Problem is not Intel specific, diagnosed as a cpupri problem by Thomas Gleixner, kernel rpm package with a hotfix patch being built.
After talking to tglx, I suspect the issue is in how the root-domain and cpupri code interact with one another when building a domain. The cpus in question should have been marked INVALID which would remove them from the cpupri tables. Instead they were allowed to register with some priority that was != INVALID. This bug is likely to affect 23-rt, 24-rt, 25-rt, and sched-devel (and of course, any derivatives of such).

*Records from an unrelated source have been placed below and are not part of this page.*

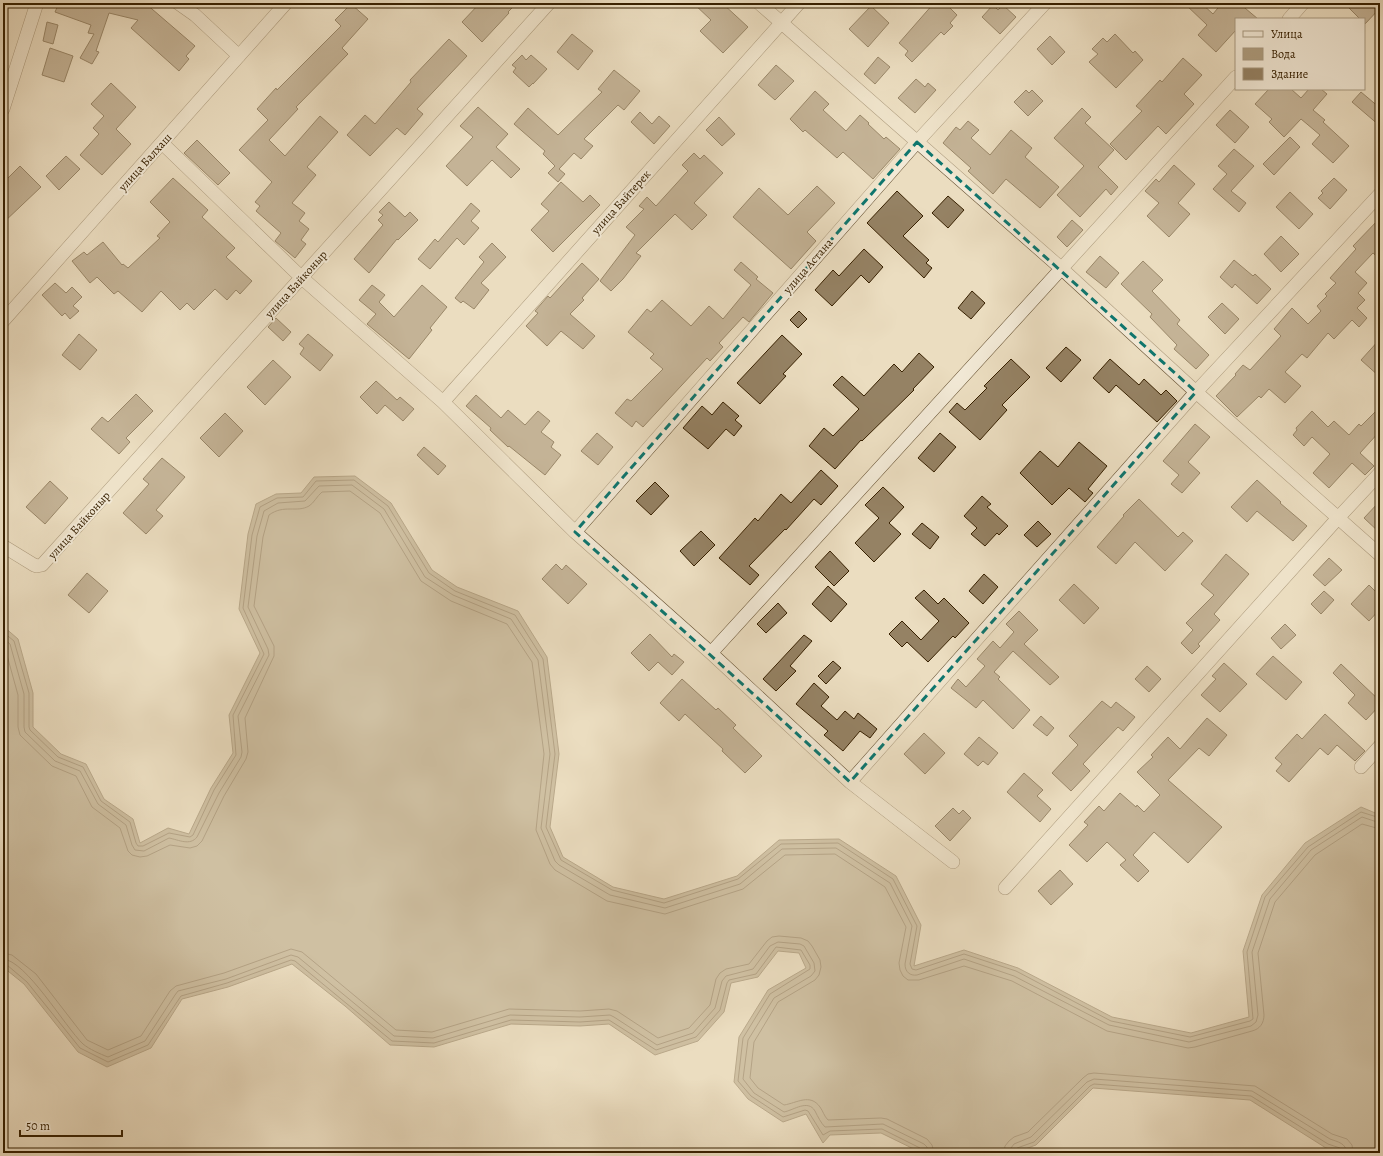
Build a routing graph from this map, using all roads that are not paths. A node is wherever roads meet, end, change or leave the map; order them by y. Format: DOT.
graph roads {
  1 [pos="36,3"];
  2 [pos="178,3"];
  3 [pos="286,3"];
  4 [pos="549,3"];
  5 [pos="759,3"];
  6 [pos="799,3"];
  7 [pos="1045,3"];
  8 [pos="1303,3"];
  9 [pos="1290,18"];
  10 [pos="781,23"];
  11 [pos="239,56"];
  12 [pos="1235,78"];
  13 [pos="3,109"];
  14 [pos="917,142"];
  15 [pos="162,143"];
  16 [pos="1380,194"];
  17 [pos="1062,269"];
  18 [pos="302,278"];
  19 [pos="3,321"];
  20 [pos="1196,392"];
  21 [pos="443,402"];
  22 [pos="1380,473"];
  23 [pos="1338,518"];
  24 [pos="575,532"];
  25 [pos="3,546"];
  26 [pos="1380,555"];
  27 [pos="711,653"];
  28 [pos="1380,746"];
  29 [pos="1361,767"];
  30 [pos="850,782"];
  31 [pos="953,862"];
  32 [pos="1005,888"];
  1 -- 13 [label="street"];
  2 -- 11 [label="street"];
  3 -- 11 [label="street, улица Балхаш"];
  4 -- 18 [label="street, улица Байконыр"];
  5 -- 10 [label="street"];
  6 -- 10 [label="street, улица Байтерек"];
  7 -- 14 [label="street, улица Астана"];
  8 -- 9 [label="street"];
  10 -- 14 [label="street"];
  10 -- 21 [label="street, улица Байтерек"];
  11 -- 15 [label="street, улица Балхаш"];
  12 -- 17 [label="street"];
  14 -- 17 [label="street"];
  14 -- 24 [label="street, улица Астана"];
  15 -- 18 [label="street"];
  15 -- 19 [label="street, улица Балхаш"];
  16 -- 20 [label="street"];
  17 -- 20 [label="street"];
  17 -- 27 [label="street"];
  18 -- 21 [label="street"];
  18 -- 25 [label="street, улица Байконыр"];
  20 -- 23 [label="street"];
  20 -- 30 [label="street"];
  21 -- 24 [label="street"];
  22 -- 23 [label="street"];
  23 -- 26 [label="street"];
  23 -- 32 [label="street"];
  24 -- 27 [label="street"];
  27 -- 30 [label="street"];
  28 -- 29 [label="street"];
  30 -- 31 [label="street"];
}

I will hopefully post a solution soon.
Survives a lot longer, but if we keep offlining/onlining a cpu in an infinite loop we eventually OOPS, different backtrace this time, will attach.
Created attachment 308312 [details] new oops
Created attachment 308318 [details] Proposed fix
With Gregory patch applied it now takes a lot longer, but we eventually OOPS
Created attachment 308373 [details] new oops, with Gregory patch applied
Created attachment 308386 [details] Proposed fix I have incorporated Peter Zijlstra's feedback, and also fixed some additional holes that I found would still allow the cpupri table to get updated. Please retest!
Created attachment 308389 [details] Proposed fix Hmmm...i refreshed the patch, but firefox seems to have uploaded the old one..lets try again.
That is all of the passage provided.